Дмитрий Наркисович пишет на «злобу дня». Однако репортаж не удовлетворяет его. Да и трибуна «Екатеринбургской недели» очень уж невысока. Пробовал посылать свои очерки в столичные журналы, но регулярно получал отказы. Разница заключалась лишь во времени: из Петербурга присылали раньше, из Москвы — позже. Особенно огорчила неудача с очерком «Старатели». Он путешествовал по журналам второй год. Над ним автор много и упорно работал. Редактор в любезном письме отметил несомненную даровитость автора, но каждая страница рукописи была буквально испещрена замечаниями, уличавшими его в литературной неграмотности. Мамин вспомнил петербургского друга репортера. Тот говорил:

— У вас язык свежий, но необработанный. Если вы хотите знать, что такое хороший стиль, подсчитайте, сколько раз на каждой странице встречается б ы л и к о т о р ы й.

И снова началась кропотливая работа над языком. Боролся Дмитрий Наркисович и с «был», и с «который», и с тяжеловесными семинарскими периодами. С десяти часов утра и до четырех часов дня не вставал он из-за письменного стола, но после неудачи со «Старателями» упал духом.

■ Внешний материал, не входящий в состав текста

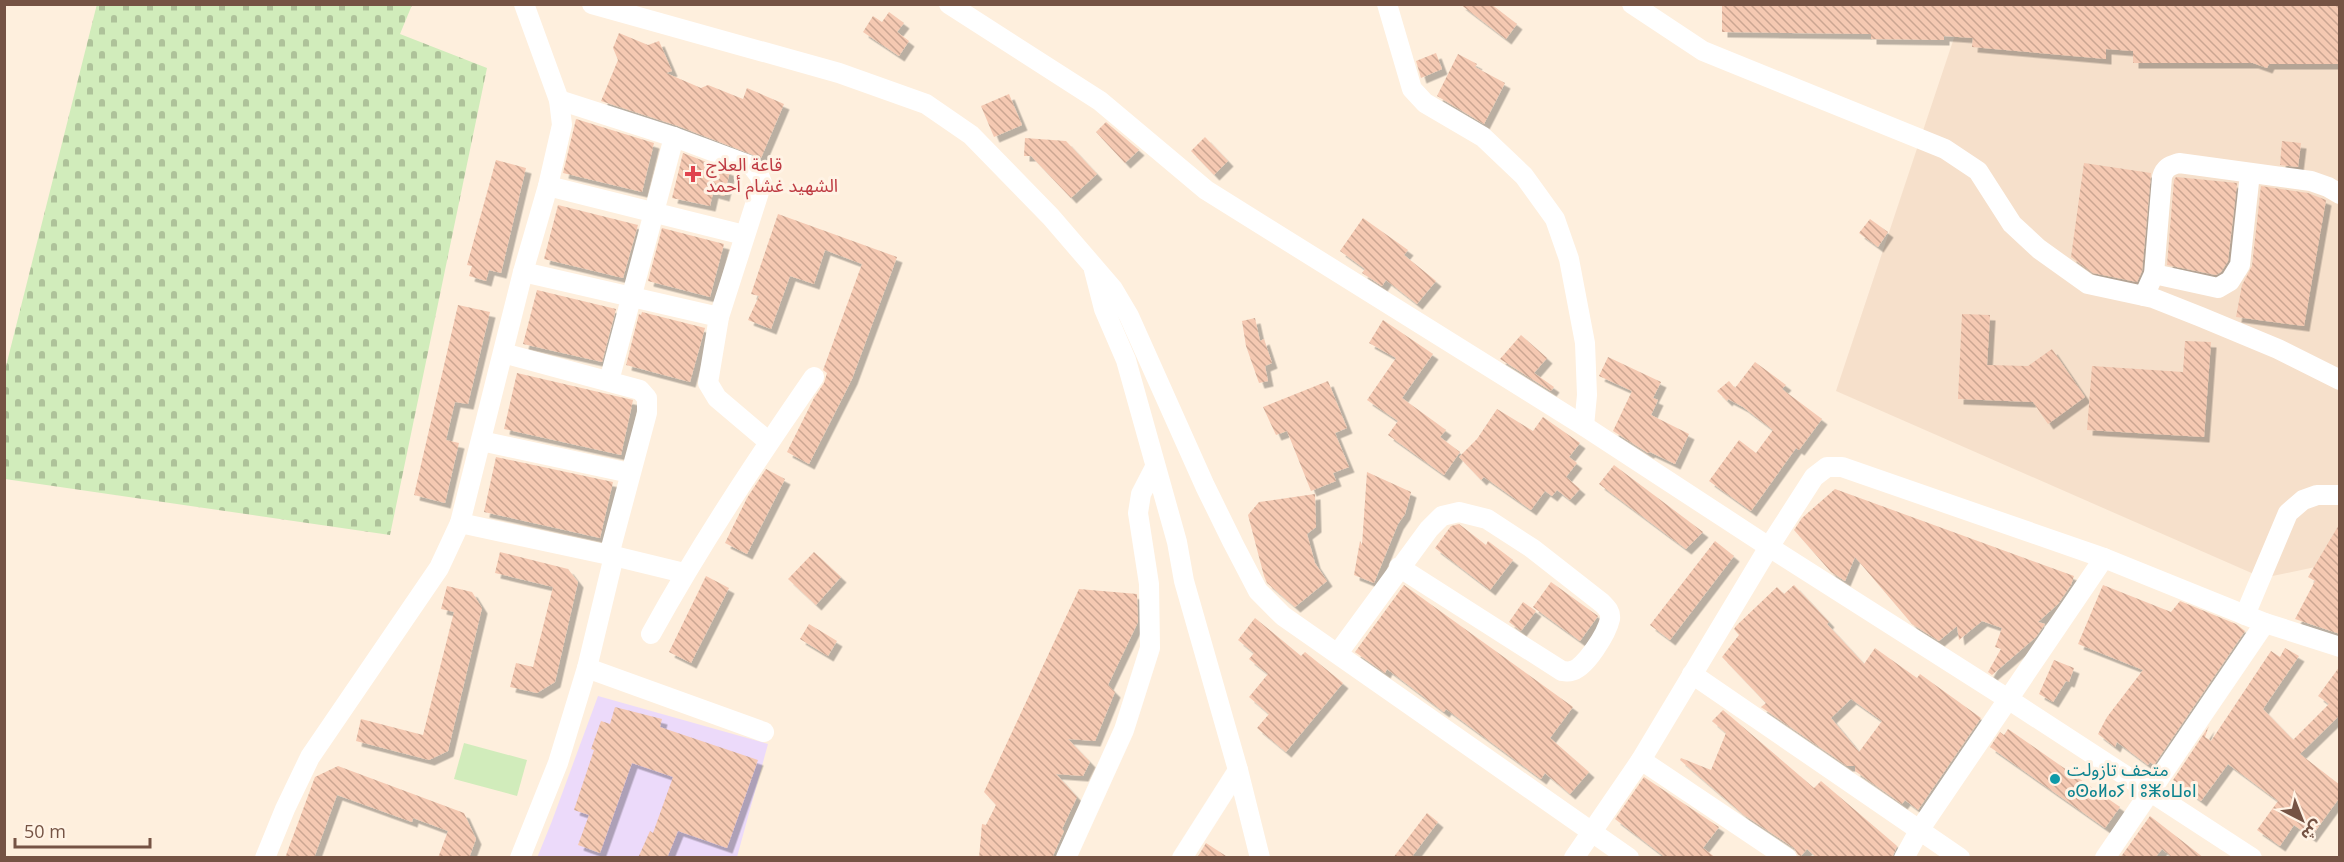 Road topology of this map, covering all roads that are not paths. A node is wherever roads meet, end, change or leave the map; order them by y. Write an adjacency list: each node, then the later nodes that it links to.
1 (524, 4): 6 (street)
2 (592, 4): 13 (street)
3 (949, 4): 23 (street)
4 (1386, 4): 23 (street)
5 (1632, 4): 17 (street)
6 (559, 100): 7 (street); 9 (street)
7 (674, 137): 11 (street); 12 (street)
8 (2250, 172): 10 (street); 15 (street); 15 (street)
9 (548, 186): 11 (street); 14 (street)
10 (2340, 194)
11 (653, 212): 12 (street); 16 (street)
12 (744, 235): 18 (street)
13 (1091, 262): 26 (street); 39 (street)
14 (524, 272): 16 (street); 19 (street)
15 (2154, 274): 17 (street)
16 (632, 296): 18 (street); 22 (street)
17 (2144, 296): 21 (street)
18 (719, 316): 25 (street)
19 (503, 353): 22 (street); 24 (street)
20 (814, 377): 25 (street)
21 (2339, 378)
22 (609, 381): 27 (street)
23 (1584, 426): 30 (street)
24 (481, 441): 27 (street); 29 (street)
25 (769, 442): 34 (street)
26 (1155, 467): 45 (street); 51 (street)
27 (630, 473): 31 (street)
28 (2340, 495): 35 (street)
29 (460, 523): 31 (street); 49 (street)
30 (1769, 547): 32 (street); 41 (street); 42 (street)
31 (611, 555): 34 (street); 40 (street)
32 (2104, 558): 35 (street); 42 (street)
33 (1400, 567): 33 (street); 39 (street)
34 (684, 573): 37 (street)
35 (2245, 615): 36 (street)
36 (2265, 623): 38 (street); 46 (street)
37 (651, 634)
38 (2340, 646)
39 (1338, 653): 48 (street)
40 (587, 668): 43 (street); 50 (street)
41 (1692, 674): 44 (street); 47 (street)
42 (2008, 699): 46 (street); 47 (street)
43 (764, 732)
44 (1641, 760): 48 (street); 56 (street)
45 (1238, 770): 52 (street); 53 (street)
46 (2150, 792): 59 (street); 60 (street)
47 (1920, 829): 57 (street); 58 (street)
48 (1593, 832): 54 (street); 55 (street)
49 (265, 858)
50 (520, 858)
51 (1066, 858)
52 (1182, 858)
53 (1260, 858)
54 (1574, 858)
55 (1629, 858)
56 (1787, 858)
57 (1904, 858)
58 (1960, 858)
59 (2105, 858)
60 (2252, 858)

— Нет у меня таланта! Не стоит работать. Ничего из меня не выйдет.

Однако настало утро, и рука вновь потянулась к перу. Лежали готовыми очерки «Золотуха», «Бойцы», большой рассказ «Мудреная наука», «В худых душах». Но главное место занимала работа над уральским романом. Около десяти лет работал он над ним. Не один раз коренным образом менялось содержание, появлялись новые действующие лица. Соответственно содержанию изменялись и заголовки: «Семья Бахаревых», «Каменный пояс», «Сергей Привалов», «Последний из Приваловых». Из семейно-бытовой хроники роман все более превращался в роман социальный.

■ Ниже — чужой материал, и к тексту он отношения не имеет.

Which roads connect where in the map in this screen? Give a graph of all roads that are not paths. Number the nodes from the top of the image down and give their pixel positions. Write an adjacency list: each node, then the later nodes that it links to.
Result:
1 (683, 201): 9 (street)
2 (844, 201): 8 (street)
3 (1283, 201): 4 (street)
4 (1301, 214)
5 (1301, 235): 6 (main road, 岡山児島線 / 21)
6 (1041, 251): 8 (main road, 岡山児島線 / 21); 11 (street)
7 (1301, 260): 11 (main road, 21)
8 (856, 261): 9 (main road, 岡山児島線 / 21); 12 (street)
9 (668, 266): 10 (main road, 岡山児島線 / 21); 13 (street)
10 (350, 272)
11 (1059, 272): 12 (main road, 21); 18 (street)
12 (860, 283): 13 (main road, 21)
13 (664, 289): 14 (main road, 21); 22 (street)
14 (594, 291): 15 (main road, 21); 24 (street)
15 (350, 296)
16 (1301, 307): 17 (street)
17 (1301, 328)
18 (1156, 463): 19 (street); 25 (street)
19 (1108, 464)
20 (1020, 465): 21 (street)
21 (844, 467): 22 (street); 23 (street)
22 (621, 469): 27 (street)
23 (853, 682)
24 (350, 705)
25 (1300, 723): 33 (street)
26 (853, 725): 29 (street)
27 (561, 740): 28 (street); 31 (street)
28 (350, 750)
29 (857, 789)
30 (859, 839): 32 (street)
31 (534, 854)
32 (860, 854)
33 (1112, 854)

Работая над этой вещью, Мамин рос как писатель, мужал и закалялся идейно, обогащал себя знанием жизни. Трудным и медленным, но зато прямым и верным путем шел он в большую литературу.

2

Осенью 1881 года Дмитрий Наркисович и Алексеева поехали в Москву. Мамин вез рукописи. Приехав в Москву, они поселились в меблированных комнатах Азанчевской на Кисловке.

Две цели ставил перед собой Дмитрий Наркисович: во-первых, приобрести все же высшее образование, во-вторых, пристроить свои литературные детища.

Вскоре после прибытия он отправился в Московский университет. На просьбу о приеме ему холодно ответили, что он опоздал: прием заявлений прекращен. Причина отказа была явно формальной.

Дмитрий Наркисович вышел из помещения старейшего в России высшего учебного заведения, и взгляд его упал на статую Ломоносова. Он смотрел на памятник этому великому сыну русского народа, человеку огромного ума и воли, и собственная неудача показалась ему смешной и ничтожной.

Мария Якимовна по выражению его лица поняла, что с университетом ничего не вышло.

— Не думай, что на меня подействуют неудачи, — сказал Дмитрий Наркисович. — Они мне придают только больше силы.

И на другой же день он отправился в Петербург. Однако и Петербургский университет отказал в приеме. Осталась одна надежда — на литературу.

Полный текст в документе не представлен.